From: Simon Marlow <simonmar@microsoft.com>
Date: Wed, 12 Apr 2006 14:42:47 +0000 (+0000)
Subject: Fix a bug in optimising division to shift right
X-Git-Tag: Before_FC_branch_merge~552
X-Git-Url: http://git.megacz.com/?p=ghc-hetmet.git;a=commitdiff_plain;h=91a9aeebdf06c8c47a3b0eaf48ef297e7d460601

Fix a bug in optimising division to shift right
Division by an integral log2 can't be directly optimised to a shift
right, because shift right behaves like a division that rounds to
negative infinity, whereas we want one that rounds to zero.  Fix this
by adding (divisor-1) to the dividend when it is negative before
shifting.  We do this without jumps, generating very slightly worse
code than gcc, which uses conditional moves on CPUs that support it.
---

diff --git a/compiler/cmm/CmmOpt.hs b/compiler/cmm/CmmOpt.hs
index c454ff4..a23a46f 100644
--- a/compiler/cmm/CmmOpt.hs
+++ b/compiler/cmm/CmmOpt.hs
@@ -385,14 +385,37 @@ cmmMachOpFold mop args@[x, y@(CmmLit (CmmInt 1 rep))]
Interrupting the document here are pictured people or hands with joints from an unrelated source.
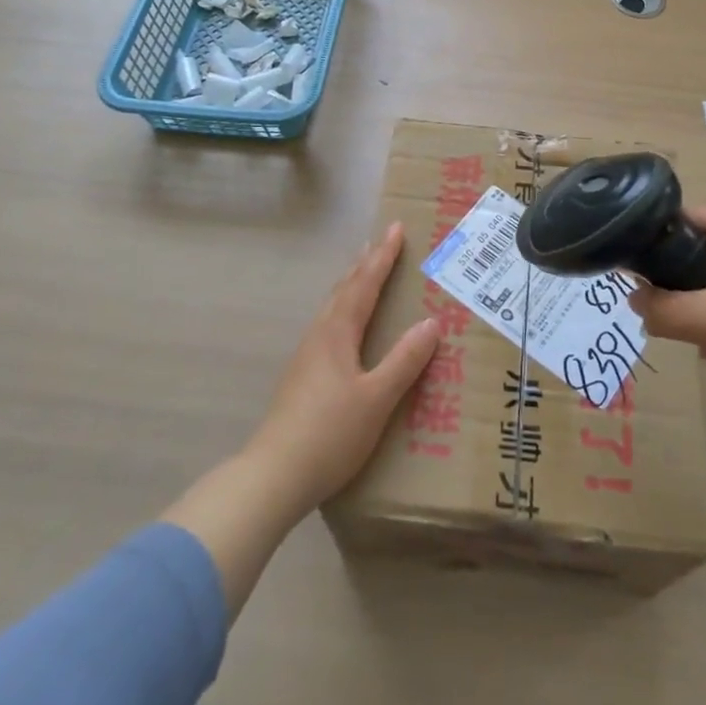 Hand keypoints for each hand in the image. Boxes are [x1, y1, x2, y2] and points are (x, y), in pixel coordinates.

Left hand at [244, 222, 440, 512]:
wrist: (274, 475)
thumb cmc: (330, 433)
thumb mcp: (377, 399)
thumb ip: (404, 361)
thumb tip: (431, 323)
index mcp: (337, 333)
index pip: (364, 284)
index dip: (382, 257)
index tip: (396, 229)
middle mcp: (319, 336)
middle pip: (344, 289)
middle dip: (365, 264)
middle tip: (381, 242)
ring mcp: (307, 356)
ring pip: (333, 307)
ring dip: (352, 285)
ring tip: (364, 273)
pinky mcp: (302, 376)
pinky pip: (329, 325)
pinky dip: (344, 309)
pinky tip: (346, 327)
 cmmMachOpFold mop args@[x, y@(CmmLit (CmmInt n _))]
   = case mop of
     	MO_Mul rep
-           -> case exactLog2 n of
-                 Nothing -> unchanged
-                 Just p  -> CmmMachOp (MO_Shl rep) [x, CmmLit (CmmInt p rep)]
+	   | Just p <- exactLog2 n ->
+                 CmmMachOp (MO_Shl rep) [x, CmmLit (CmmInt p rep)]
     	MO_S_Quot rep
-           -> case exactLog2 n of
-                 Nothing -> unchanged
-                 Just p  -> CmmMachOp (MO_S_Shr rep) [x, CmmLit (CmmInt p rep)]
-    	other 
+	   | Just p <- exactLog2 n, 
+	     CmmReg _ <- x ->	-- We duplicate x below, hence require
+				-- it is a reg.  FIXME: remove this restriction.
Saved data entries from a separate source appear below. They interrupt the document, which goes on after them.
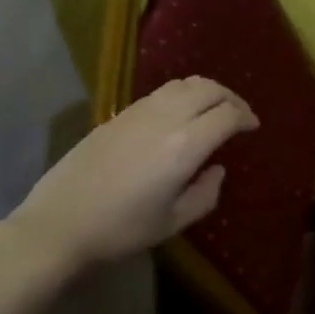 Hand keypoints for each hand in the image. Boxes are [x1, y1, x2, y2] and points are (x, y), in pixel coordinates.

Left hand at [3, 76, 257, 276]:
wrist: (60, 221)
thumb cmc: (121, 230)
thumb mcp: (173, 222)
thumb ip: (205, 194)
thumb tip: (217, 169)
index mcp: (185, 145)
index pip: (226, 115)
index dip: (245, 117)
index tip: (253, 127)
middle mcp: (166, 118)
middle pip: (208, 89)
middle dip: (230, 97)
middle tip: (239, 115)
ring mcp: (139, 111)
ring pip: (183, 84)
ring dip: (206, 91)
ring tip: (213, 109)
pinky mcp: (118, 114)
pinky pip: (161, 92)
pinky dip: (182, 94)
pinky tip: (180, 115)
+		-- shift right is not the same as quot, because it rounds
+		-- to minus infinity, whereasq uot rounds toward zero.
+		-- To fix this up, we add one less than the divisor to the
+		-- dividend if it is a negative number.
+		--
+		-- to avoid a test/jump, we use the following sequence:
+		-- 	x1 = x >> word_size-1  (all 1s if -ve, all 0s if +ve)
+		--      x2 = y & (divisor-1)
+		--      result = (x+x2) >>= log2(divisor)
+		-- this could be done a bit more simply using conditional moves,
+		-- but we're processor independent here.
+		--
+		-- we optimise the divide by 2 case slightly, generating
+		--      x1 = x >> word_size-1  (unsigned)
+		--      return = (x + x1) >>= log2(divisor)
+		let 
+		    bits = fromIntegral (machRepBitWidth rep) - 1
+		    shr = if p == 1 then MO_U_Shr rep else MO_S_Shr rep
+		    x1 = CmmMachOp shr [x, CmmLit (CmmInt bits rep)]
+		    x2 = if p == 1 then x1 else
+			 CmmMachOp (MO_And rep) [x1, CmmLit (CmmInt (n-1) rep)]
+		    x3 = CmmMachOp (MO_Add rep) [x, x2]
+		in
+                CmmMachOp (MO_S_Shr rep) [x3, CmmLit (CmmInt p rep)]
+    	other
            -> unchanged
     where
        unchanged = CmmMachOp mop args